**PROBLEM DESCRIPTION**
If a line in the data has the string "Вукице", please show it.

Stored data
= = = =

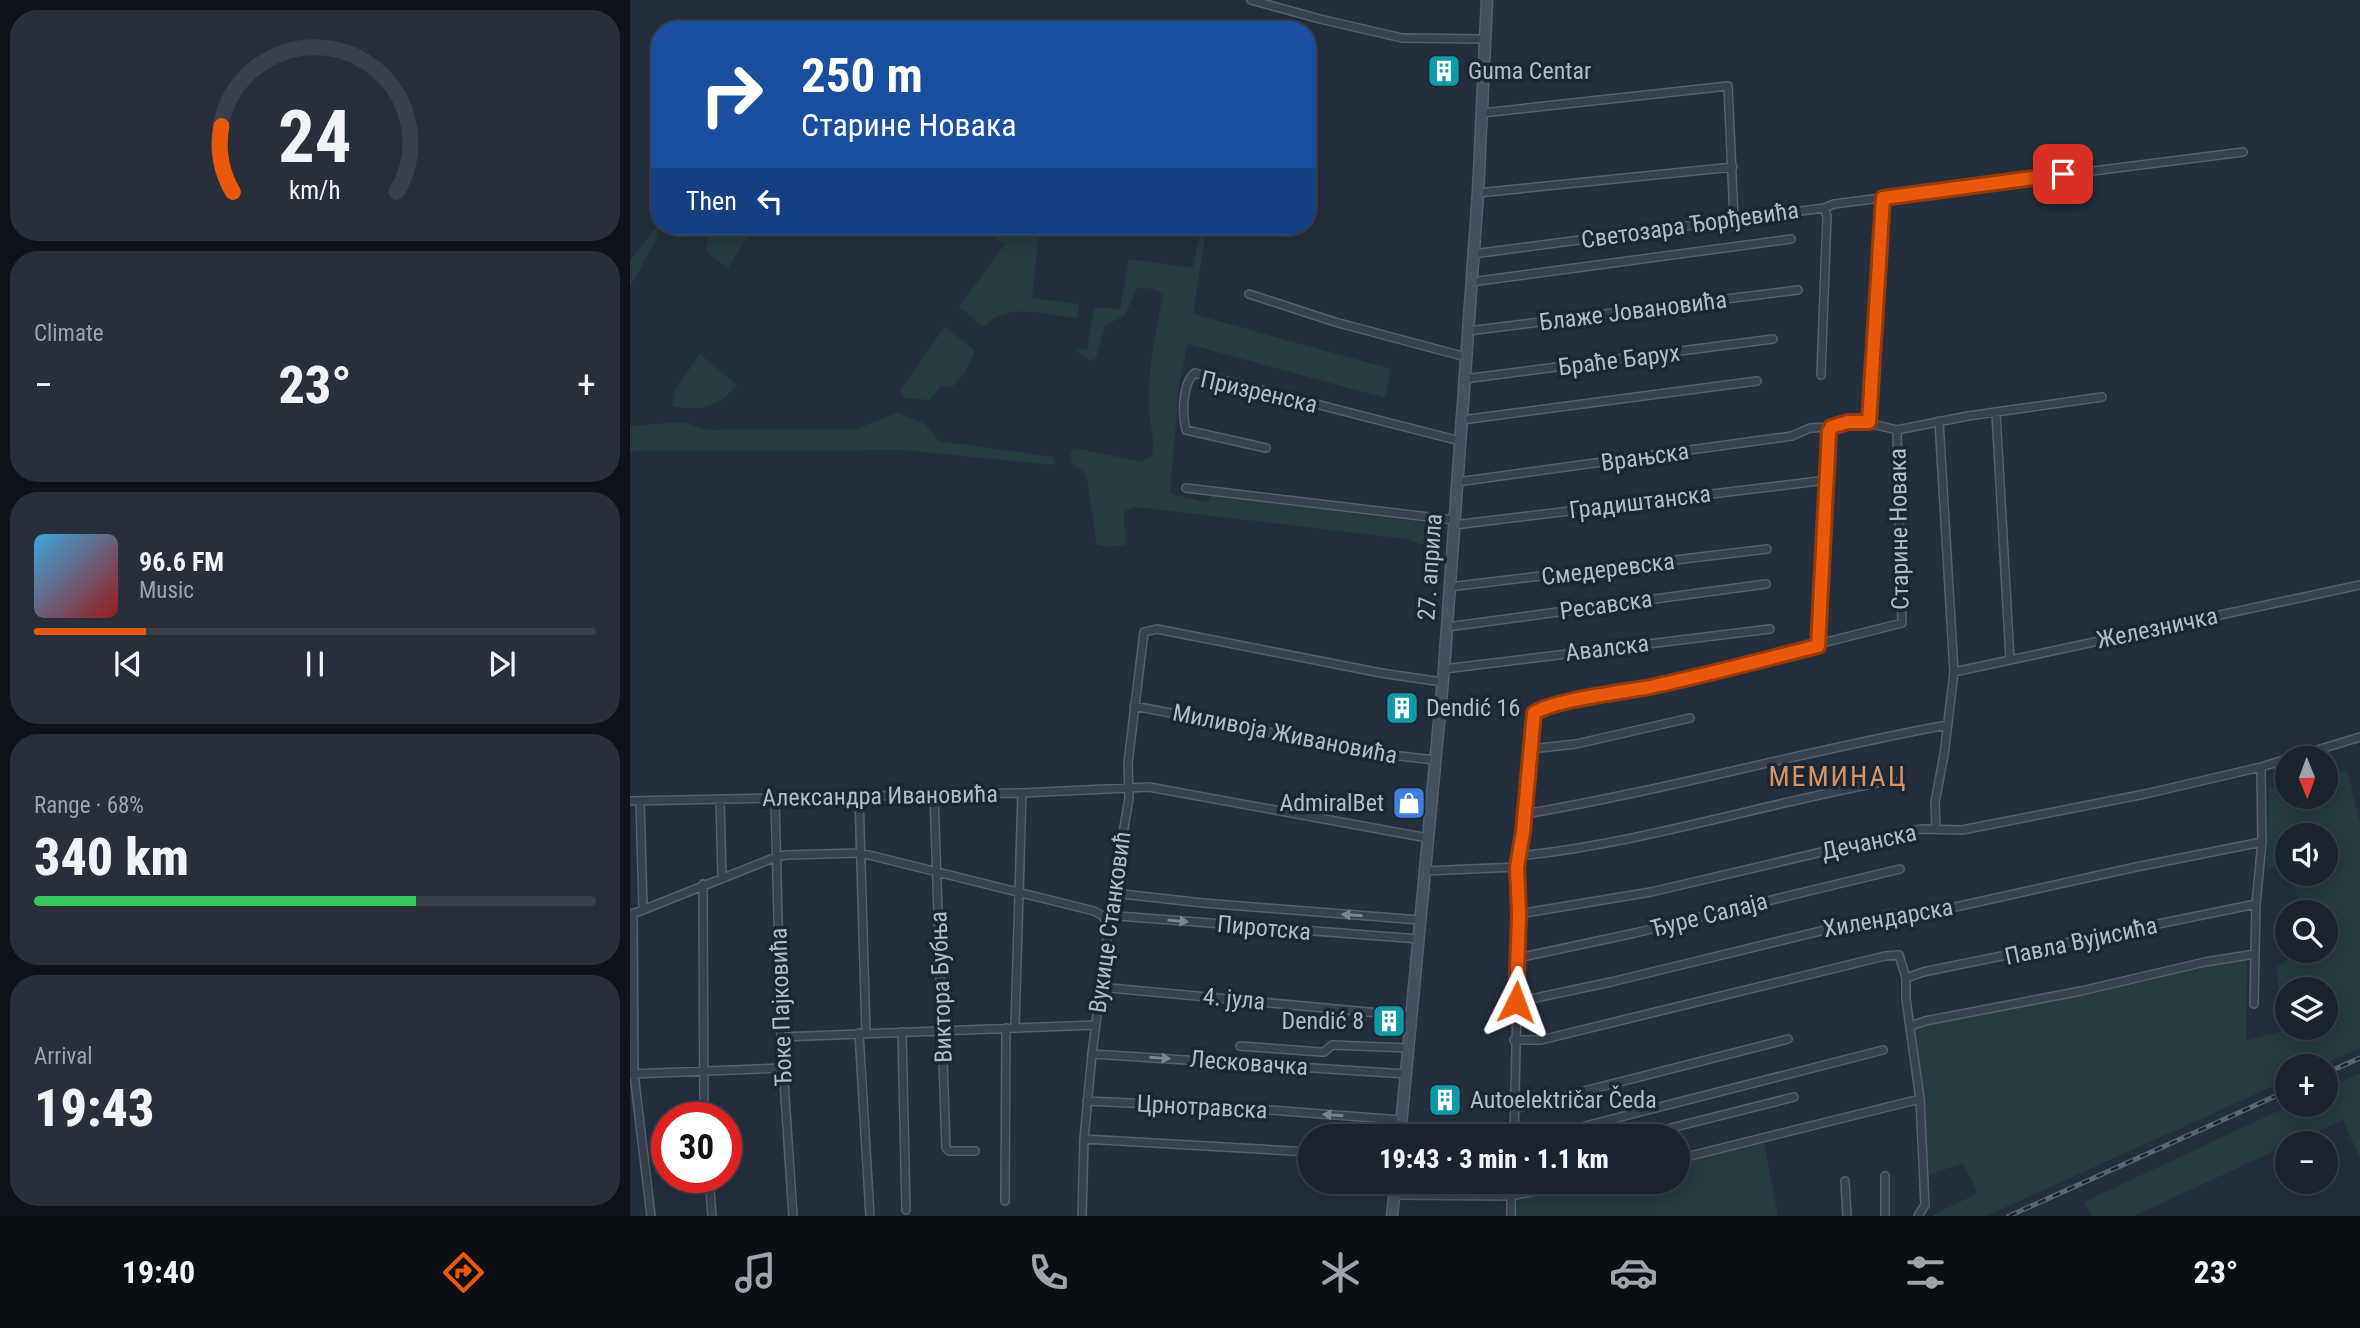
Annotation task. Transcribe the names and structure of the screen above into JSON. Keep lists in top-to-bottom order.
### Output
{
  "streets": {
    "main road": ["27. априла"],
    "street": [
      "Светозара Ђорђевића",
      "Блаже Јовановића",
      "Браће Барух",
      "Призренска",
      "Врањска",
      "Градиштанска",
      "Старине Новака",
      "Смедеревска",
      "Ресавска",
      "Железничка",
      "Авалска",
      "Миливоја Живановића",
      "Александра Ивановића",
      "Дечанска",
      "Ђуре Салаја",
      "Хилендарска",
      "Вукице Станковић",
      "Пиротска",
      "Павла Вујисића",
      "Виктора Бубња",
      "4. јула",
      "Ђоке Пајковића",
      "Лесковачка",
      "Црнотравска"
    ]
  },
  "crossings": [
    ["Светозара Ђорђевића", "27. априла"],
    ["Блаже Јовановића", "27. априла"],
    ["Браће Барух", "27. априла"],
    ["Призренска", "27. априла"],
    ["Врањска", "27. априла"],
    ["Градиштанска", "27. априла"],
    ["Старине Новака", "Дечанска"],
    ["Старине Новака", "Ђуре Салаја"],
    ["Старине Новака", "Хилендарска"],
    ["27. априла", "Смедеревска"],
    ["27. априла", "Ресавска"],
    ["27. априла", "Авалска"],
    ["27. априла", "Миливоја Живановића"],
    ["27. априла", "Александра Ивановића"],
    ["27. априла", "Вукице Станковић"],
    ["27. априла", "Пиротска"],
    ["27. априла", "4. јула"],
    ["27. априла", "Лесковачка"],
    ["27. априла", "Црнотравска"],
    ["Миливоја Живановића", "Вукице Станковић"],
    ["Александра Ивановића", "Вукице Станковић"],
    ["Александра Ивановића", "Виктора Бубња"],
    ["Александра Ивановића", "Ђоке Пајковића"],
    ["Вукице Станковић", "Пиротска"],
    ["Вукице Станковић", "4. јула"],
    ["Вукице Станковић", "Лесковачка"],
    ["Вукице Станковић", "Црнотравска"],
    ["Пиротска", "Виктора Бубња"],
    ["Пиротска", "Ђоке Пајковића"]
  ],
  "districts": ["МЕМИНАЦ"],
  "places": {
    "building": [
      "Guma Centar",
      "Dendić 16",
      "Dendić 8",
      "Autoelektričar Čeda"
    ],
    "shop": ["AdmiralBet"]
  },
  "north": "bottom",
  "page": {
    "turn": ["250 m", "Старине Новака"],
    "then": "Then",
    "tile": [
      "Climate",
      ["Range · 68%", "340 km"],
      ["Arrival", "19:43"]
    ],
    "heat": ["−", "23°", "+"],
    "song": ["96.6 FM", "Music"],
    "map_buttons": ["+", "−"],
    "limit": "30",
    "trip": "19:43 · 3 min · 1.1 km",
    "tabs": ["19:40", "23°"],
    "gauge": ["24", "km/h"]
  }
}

= = = =

**TASK SOLUTION**
      "Вукице Станковић",
    ["27. априла", "Вукице Станковић"],
    ["Миливоја Живановића", "Вукице Станковић"],
    ["Александра Ивановића", "Вукице Станковић"],
    ["Вукице Станковић", "Пиротска"],
    ["Вукице Станковић", "4. јула"],
    ["Вукице Станковић", "Лесковачка"],
    ["Вукице Станковић", "Црнотравска"],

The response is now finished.